The task = So that nothing is lost, write out all the lines below exactly.

--- --- ---

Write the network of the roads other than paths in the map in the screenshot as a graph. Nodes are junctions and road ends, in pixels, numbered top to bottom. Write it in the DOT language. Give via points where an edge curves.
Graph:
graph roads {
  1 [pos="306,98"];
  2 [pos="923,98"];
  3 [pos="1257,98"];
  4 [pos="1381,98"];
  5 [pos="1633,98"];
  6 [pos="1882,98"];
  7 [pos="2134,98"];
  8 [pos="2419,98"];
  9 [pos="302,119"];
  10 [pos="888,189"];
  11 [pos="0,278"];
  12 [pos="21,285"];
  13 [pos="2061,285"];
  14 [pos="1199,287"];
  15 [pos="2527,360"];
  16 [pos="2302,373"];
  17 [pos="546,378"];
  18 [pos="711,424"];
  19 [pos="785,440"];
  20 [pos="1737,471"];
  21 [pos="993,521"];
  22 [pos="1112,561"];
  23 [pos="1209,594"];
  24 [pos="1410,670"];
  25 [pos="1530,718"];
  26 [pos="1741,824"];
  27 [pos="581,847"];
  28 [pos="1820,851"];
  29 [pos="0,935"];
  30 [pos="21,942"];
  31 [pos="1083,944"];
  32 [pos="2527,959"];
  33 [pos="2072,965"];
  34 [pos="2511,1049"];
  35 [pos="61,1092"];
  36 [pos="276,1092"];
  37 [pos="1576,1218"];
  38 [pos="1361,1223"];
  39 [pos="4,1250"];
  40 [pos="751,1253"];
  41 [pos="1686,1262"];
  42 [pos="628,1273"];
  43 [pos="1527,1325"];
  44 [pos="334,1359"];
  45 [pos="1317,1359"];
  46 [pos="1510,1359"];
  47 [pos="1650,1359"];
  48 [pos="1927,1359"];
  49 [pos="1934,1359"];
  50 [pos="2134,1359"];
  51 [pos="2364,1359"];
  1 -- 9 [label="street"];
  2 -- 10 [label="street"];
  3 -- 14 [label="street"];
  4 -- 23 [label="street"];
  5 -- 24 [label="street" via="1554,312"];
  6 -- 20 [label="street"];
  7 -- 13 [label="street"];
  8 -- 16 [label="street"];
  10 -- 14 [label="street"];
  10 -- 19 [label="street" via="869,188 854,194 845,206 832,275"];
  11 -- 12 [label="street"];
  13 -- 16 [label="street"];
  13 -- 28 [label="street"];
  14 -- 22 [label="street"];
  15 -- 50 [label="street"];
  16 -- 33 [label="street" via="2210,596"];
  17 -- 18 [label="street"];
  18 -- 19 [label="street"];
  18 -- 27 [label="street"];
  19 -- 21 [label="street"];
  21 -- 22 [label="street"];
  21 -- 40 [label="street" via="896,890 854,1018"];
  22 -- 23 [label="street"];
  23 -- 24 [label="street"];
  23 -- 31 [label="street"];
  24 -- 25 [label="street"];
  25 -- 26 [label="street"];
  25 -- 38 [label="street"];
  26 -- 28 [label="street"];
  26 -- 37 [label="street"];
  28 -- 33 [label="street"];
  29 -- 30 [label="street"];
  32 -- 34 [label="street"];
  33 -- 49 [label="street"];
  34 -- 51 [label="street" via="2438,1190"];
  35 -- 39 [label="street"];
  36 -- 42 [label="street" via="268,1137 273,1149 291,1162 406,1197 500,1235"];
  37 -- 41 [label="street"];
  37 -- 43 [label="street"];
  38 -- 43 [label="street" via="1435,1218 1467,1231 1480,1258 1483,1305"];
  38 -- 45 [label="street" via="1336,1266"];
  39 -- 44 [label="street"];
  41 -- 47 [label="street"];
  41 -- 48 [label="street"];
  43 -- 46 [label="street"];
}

--- --- ---

Answer to this exercise =
Write the network of the roads other than paths in the map in the screenshot as a graph. Nodes are junctions and road ends, in pixels, numbered top to bottom. Write it in the DOT language. Give via points where an edge curves.
Graph:
graph roads {
  1 [pos="306,98"];
  2 [pos="923,98"];
  3 [pos="1257,98"];
  4 [pos="1381,98"];
  5 [pos="1633,98"];
  6 [pos="1882,98"];
  7 [pos="2134,98"];
  8 [pos="2419,98"];
  9 [pos="302,119"];
  10 [pos="888,189"];
  11 [pos="0,278"];
  12 [pos="21,285"];
  13 [pos="2061,285"];
  14 [pos="1199,287"];
  15 [pos="2527,360"];
  16 [pos="2302,373"];
  17 [pos="546,378"];
  18 [pos="711,424"];
  19 [pos="785,440"];
  20 [pos="1737,471"];
  21 [pos="993,521"];
  22 [pos="1112,561"];
  23 [pos="1209,594"];
  24 [pos="1410,670"];
  25 [pos="1530,718"];
  26 [pos="1741,824"];
  27 [pos="581,847"];
  28 [pos="1820,851"];
  29 [pos="0,935"];
  30 [pos="21,942"];
  31 [pos="1083,944"];
  32 [pos="2527,959"];
  33 [pos="2072,965"];
  34 [pos="2511,1049"];
  35 [pos="61,1092"];
  36 [pos="276,1092"];
  37 [pos="1576,1218"];
  38 [pos="1361,1223"];
  39 [pos="4,1250"];
  40 [pos="751,1253"];
  41 [pos="1686,1262"];
  42 [pos="628,1273"];
  43 [pos="1527,1325"];
  44 [pos="334,1359"];
  45 [pos="1317,1359"];
  46 [pos="1510,1359"];
  47 [pos="1650,1359"];
  48 [pos="1927,1359"];
  49 [pos="1934,1359"];
  50 [pos="2134,1359"];
  51 [pos="2364,1359"];
  1 -- 9 [label="street"];
  2 -- 10 [label="street"];
  3 -- 14 [label="street"];
  4 -- 23 [label="street"];
  5 -- 24 [label="street" via="1554,312"];
  6 -- 20 [label="street"];
  7 -- 13 [label="street"];
  8 -- 16 [label="street"];
  10 -- 14 [label="street"];
  10 -- 19 [label="street" via="869,188 854,194 845,206 832,275"];
  11 -- 12 [label="street"];
  13 -- 16 [label="street"];
  13 -- 28 [label="street"];
  14 -- 22 [label="street"];
  15 -- 50 [label="street"];
  16 -- 33 [label="street" via="2210,596"];
  17 -- 18 [label="street"];
  18 -- 19 [label="street"];
  18 -- 27 [label="street"];
  19 -- 21 [label="street"];
  21 -- 22 [label="street"];
  21 -- 40 [label="street" via="896,890 854,1018"];
  22 -- 23 [label="street"];
  23 -- 24 [label="street"];
  23 -- 31 [label="street"];
  24 -- 25 [label="street"];
  25 -- 26 [label="street"];
  25 -- 38 [label="street"];
  26 -- 28 [label="street"];
  26 -- 37 [label="street"];
  28 -- 33 [label="street"];
  29 -- 30 [label="street"];
  32 -- 34 [label="street"];
  33 -- 49 [label="street"];
  34 -- 51 [label="street" via="2438,1190"];
  35 -- 39 [label="street"];
  36 -- 42 [label="street" via="268,1137 273,1149 291,1162 406,1197 500,1235"];
  37 -- 41 [label="street"];
  37 -- 43 [label="street"];
  38 -- 43 [label="street" via="1435,1218 1467,1231 1480,1258 1483,1305"];
  38 -- 45 [label="street" via="1336,1266"];
  39 -- 44 [label="street"];
  41 -- 47 [label="street"];
  41 -- 48 [label="street"];
  43 -- 46 [label="street"];
}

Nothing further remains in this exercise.